MicroStrategy continues to solidify its position as one of the leading institutions in the crypto space after purchasing over 300 bitcoins earlier today.

Software firm MicroStrategy announced on Tuesday, September 20th, that it has bought 301 bitcoins.

The company made this move as the leading cryptocurrency has been underperforming in recent weeks. Bitcoin has dropped below the $20k mark in the last few days, and MicroStrategy has taken advantage of this to increase its position in the market.

MicroStrategy’s chairman, Michael Saylor, announced this latest development via Twitter an hour ago. According to Saylor, MicroStrategy bought the 301 bitcoins for $6 million, at an average price of $19,851 per Bitcoin. 

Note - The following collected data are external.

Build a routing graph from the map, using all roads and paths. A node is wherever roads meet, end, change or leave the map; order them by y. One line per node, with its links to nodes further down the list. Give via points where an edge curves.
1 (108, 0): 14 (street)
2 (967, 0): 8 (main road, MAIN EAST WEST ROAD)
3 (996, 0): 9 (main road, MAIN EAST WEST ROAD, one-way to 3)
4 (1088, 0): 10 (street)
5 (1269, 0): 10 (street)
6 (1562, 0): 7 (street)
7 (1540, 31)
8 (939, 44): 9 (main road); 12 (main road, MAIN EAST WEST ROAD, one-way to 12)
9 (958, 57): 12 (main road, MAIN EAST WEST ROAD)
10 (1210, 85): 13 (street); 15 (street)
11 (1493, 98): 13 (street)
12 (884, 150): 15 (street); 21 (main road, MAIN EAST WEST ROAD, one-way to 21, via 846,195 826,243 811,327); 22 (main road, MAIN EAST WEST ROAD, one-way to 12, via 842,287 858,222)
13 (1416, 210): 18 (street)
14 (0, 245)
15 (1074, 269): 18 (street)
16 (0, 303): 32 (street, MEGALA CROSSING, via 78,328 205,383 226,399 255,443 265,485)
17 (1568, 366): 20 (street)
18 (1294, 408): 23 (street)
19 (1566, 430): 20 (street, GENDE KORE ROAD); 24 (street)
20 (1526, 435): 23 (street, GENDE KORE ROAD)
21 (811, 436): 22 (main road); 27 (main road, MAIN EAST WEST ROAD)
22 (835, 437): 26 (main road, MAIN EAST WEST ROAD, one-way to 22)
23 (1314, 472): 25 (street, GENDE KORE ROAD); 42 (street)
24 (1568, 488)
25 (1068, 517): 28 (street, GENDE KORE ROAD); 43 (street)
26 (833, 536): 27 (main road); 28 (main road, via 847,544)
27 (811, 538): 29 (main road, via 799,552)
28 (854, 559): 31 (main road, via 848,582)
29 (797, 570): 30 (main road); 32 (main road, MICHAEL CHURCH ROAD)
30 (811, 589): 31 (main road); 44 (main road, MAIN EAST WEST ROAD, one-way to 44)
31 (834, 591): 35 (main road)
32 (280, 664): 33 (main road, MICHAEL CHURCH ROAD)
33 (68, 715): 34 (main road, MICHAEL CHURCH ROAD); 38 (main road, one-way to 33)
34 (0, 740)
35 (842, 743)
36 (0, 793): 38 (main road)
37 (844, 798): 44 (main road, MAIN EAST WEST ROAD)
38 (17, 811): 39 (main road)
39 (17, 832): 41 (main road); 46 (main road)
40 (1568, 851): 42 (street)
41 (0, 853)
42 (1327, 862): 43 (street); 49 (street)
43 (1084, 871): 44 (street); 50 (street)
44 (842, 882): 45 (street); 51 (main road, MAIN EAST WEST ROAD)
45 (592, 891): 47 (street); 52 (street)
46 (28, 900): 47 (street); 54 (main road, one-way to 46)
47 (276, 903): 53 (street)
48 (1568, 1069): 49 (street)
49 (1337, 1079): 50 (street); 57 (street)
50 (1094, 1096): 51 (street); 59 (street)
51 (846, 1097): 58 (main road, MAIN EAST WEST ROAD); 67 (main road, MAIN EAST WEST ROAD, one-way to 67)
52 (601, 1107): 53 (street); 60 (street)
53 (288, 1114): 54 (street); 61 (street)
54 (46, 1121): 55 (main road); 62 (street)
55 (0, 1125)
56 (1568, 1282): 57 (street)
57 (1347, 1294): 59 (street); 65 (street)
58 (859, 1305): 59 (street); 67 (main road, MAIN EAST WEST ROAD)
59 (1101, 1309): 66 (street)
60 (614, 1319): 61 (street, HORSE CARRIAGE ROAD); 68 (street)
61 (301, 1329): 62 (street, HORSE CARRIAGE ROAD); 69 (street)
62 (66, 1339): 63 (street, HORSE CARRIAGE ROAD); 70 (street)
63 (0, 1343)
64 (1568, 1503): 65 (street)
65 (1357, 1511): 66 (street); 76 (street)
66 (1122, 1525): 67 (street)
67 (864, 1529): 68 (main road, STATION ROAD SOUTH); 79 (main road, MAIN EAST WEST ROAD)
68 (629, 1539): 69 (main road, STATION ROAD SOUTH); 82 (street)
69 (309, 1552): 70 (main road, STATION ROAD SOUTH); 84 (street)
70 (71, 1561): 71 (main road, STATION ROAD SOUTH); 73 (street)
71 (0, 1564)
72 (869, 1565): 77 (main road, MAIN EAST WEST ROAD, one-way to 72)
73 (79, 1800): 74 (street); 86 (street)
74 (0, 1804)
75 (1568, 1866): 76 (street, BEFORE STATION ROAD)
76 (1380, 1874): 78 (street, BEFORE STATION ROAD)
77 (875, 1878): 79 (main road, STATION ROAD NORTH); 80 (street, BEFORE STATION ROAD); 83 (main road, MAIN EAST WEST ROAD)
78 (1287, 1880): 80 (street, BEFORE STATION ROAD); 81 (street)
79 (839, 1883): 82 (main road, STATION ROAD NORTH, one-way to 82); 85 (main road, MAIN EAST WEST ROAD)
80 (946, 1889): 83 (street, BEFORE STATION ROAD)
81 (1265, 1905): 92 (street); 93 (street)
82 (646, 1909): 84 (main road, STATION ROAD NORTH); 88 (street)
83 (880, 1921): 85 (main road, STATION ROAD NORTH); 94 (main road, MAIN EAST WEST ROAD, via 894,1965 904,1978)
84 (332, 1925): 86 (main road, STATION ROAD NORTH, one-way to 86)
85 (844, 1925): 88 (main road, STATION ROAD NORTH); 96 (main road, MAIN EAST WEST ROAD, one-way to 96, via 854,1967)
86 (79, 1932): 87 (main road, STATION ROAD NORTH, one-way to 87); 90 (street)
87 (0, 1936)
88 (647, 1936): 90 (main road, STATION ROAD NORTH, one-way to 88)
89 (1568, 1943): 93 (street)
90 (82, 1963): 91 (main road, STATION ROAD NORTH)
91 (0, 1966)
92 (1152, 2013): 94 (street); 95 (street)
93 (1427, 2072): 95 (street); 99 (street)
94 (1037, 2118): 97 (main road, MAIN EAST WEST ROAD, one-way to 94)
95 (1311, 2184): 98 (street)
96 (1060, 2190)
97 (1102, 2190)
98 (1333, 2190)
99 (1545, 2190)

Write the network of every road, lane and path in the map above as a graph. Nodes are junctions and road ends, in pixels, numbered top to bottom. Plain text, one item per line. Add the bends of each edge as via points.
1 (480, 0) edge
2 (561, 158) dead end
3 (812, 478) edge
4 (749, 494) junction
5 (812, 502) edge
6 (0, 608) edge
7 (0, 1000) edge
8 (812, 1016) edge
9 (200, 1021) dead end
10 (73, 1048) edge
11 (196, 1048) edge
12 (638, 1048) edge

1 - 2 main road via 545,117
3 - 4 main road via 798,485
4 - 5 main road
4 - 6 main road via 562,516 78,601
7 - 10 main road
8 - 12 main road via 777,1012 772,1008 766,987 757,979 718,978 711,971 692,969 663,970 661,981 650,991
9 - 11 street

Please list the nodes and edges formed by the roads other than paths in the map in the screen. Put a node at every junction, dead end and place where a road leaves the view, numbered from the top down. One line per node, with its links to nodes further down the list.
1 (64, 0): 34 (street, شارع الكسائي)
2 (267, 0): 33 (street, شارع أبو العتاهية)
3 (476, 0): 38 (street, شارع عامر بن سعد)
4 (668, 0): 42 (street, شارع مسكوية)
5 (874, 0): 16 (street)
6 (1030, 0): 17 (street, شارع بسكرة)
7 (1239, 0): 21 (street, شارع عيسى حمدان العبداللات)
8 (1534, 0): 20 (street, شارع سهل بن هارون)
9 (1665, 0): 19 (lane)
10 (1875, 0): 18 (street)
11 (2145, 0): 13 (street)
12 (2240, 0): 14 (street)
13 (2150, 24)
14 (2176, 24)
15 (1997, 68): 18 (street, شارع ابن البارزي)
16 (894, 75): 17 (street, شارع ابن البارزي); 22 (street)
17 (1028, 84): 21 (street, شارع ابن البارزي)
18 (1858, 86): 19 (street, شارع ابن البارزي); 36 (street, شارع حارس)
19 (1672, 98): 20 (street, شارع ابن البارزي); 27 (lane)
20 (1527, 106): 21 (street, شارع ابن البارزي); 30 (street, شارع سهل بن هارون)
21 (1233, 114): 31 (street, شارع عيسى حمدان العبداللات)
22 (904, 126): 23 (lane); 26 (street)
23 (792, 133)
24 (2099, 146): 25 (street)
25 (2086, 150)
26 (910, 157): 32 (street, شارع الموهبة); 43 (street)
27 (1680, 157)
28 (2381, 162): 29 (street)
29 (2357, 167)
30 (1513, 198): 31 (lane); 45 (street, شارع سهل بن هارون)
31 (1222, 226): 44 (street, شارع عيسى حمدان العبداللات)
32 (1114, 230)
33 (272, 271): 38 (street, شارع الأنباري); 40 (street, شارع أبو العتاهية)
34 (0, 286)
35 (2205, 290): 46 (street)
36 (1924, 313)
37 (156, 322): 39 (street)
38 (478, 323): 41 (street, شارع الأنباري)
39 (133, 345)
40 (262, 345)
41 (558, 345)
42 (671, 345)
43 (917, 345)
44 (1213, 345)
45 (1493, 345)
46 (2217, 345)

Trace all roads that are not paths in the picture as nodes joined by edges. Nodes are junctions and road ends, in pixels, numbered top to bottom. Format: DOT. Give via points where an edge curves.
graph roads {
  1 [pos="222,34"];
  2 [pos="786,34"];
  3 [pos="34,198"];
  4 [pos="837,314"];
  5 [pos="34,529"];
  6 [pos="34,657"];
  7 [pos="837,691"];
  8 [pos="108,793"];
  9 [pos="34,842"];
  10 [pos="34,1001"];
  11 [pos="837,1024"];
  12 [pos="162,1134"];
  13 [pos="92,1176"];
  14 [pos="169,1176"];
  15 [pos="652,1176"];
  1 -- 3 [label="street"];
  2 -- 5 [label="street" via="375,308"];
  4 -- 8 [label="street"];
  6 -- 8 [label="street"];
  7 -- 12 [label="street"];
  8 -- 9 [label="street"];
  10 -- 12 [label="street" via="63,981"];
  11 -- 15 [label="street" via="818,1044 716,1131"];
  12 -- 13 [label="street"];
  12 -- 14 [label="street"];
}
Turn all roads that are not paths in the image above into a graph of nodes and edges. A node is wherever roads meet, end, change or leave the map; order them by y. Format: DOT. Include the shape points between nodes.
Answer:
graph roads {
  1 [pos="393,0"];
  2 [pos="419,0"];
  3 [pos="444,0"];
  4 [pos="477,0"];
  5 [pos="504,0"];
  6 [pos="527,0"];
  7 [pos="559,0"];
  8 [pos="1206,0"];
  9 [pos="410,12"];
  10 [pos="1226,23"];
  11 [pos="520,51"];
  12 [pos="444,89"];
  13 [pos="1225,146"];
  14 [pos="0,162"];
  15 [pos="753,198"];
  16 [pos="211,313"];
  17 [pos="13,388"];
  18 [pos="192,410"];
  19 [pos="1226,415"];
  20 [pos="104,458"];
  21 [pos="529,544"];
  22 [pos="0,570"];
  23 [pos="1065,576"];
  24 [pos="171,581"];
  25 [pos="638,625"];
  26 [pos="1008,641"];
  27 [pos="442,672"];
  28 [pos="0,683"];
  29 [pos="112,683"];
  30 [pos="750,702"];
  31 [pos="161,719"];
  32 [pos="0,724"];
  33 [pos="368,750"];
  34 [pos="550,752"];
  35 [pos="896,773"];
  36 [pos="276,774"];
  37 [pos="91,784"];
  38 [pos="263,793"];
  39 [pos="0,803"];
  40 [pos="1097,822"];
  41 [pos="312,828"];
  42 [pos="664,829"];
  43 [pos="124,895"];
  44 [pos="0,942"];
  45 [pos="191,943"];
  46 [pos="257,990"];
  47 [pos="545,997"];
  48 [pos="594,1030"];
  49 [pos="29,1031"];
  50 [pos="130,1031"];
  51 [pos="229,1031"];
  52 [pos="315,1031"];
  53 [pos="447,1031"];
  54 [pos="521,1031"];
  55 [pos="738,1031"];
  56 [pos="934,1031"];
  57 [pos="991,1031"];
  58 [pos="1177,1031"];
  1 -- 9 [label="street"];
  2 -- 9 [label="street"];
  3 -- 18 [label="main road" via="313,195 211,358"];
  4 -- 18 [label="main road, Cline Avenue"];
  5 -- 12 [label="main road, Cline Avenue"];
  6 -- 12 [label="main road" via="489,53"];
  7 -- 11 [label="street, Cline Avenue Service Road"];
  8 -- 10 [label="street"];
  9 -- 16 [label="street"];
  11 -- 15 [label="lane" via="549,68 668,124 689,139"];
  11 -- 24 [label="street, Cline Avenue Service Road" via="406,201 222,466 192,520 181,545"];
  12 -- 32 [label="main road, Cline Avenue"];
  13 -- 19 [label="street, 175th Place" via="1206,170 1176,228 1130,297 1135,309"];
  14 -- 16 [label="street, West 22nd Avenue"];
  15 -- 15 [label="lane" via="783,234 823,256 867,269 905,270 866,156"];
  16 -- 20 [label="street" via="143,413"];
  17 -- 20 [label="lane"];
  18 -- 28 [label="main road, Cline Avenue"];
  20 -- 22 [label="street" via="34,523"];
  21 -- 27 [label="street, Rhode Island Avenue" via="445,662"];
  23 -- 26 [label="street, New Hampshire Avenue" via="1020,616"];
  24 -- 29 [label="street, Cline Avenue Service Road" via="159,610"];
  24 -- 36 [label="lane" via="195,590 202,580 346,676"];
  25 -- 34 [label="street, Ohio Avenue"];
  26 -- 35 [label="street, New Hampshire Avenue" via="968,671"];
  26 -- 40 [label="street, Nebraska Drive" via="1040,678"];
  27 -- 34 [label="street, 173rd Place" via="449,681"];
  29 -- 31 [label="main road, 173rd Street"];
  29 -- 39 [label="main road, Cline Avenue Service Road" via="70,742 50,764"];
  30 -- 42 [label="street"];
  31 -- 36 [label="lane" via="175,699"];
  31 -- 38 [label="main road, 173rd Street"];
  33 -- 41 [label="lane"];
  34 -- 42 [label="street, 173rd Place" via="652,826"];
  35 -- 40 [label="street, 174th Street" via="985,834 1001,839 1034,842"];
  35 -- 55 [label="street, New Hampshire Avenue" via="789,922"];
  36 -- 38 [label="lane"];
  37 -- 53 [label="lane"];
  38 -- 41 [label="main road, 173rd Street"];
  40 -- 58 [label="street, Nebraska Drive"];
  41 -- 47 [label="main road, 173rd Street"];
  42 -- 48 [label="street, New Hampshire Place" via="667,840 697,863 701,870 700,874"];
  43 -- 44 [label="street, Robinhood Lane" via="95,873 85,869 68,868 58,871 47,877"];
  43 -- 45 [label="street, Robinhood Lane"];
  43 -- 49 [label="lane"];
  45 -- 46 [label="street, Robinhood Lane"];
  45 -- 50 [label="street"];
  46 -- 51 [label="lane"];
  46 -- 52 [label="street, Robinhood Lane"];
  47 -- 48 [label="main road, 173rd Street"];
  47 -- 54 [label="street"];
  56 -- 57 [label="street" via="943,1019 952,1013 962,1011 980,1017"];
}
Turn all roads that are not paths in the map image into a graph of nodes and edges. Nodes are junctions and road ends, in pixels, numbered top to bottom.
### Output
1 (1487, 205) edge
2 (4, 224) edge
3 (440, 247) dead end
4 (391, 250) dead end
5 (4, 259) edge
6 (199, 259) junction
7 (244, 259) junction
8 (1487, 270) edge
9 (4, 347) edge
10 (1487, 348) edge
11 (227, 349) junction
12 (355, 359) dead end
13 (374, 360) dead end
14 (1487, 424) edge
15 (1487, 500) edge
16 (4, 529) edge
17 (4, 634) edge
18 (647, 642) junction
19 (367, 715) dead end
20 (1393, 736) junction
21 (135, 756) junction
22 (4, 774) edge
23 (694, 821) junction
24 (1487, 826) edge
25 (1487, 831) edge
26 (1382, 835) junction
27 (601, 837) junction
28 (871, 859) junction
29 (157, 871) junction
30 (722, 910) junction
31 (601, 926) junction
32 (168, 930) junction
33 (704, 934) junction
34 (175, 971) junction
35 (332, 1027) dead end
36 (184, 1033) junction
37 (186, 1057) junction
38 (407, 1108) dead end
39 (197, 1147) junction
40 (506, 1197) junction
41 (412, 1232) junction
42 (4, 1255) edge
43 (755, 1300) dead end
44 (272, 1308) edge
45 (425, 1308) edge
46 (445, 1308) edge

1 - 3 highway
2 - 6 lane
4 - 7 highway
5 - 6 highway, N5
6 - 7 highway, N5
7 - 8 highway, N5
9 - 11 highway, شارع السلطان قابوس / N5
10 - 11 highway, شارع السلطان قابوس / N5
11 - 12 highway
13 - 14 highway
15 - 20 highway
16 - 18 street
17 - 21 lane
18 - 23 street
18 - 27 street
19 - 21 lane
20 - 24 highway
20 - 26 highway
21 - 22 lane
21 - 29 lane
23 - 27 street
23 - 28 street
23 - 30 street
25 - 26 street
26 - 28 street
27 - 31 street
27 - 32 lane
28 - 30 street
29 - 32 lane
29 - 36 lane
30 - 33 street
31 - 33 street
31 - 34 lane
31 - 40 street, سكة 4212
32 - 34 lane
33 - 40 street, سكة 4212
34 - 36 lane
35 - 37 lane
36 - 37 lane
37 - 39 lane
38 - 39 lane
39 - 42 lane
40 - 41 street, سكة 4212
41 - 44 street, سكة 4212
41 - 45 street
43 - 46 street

Following this latest development, MicroStrategy now holds 130,000 bitcoins. The company said it acquired the 130,000 bitcoins for $3.98 billion, at an average of $30,639 per Bitcoin.

By owning 130,000 bitcoins, MicroStrategy now holds 0.62% of all the Bitcoin that would ever be mined. 

According to the Securities and Exchange Commission filing, MicroStrategy bought the bitcoins with excess cash.

Michael Saylor recently stepped down as CEO of the company after years at the helm. By assuming the role of executive chairman, Saylor wanted to focus on buying more bitcoins. 

Saylor has also come under pressure in recent weeks, with the United States government taking aim at the billionaire in a tax evasion lawsuit. 

The former MicroStrategy CEO has made his admiration for Bitcoin public on numerous occasions. As a result, he purchased thousands of bitcoins for the software development company. 

Bitcoin has been underperforming in recent weeks. The leading cryptocurrency went past the $19k mark earlier today but is now trading around $18,800 per coin.

Bitcoin reached an all-time high of $69k in November 2021. However, it has lost more than 60% of its value since then and is now trading below $20k per coin.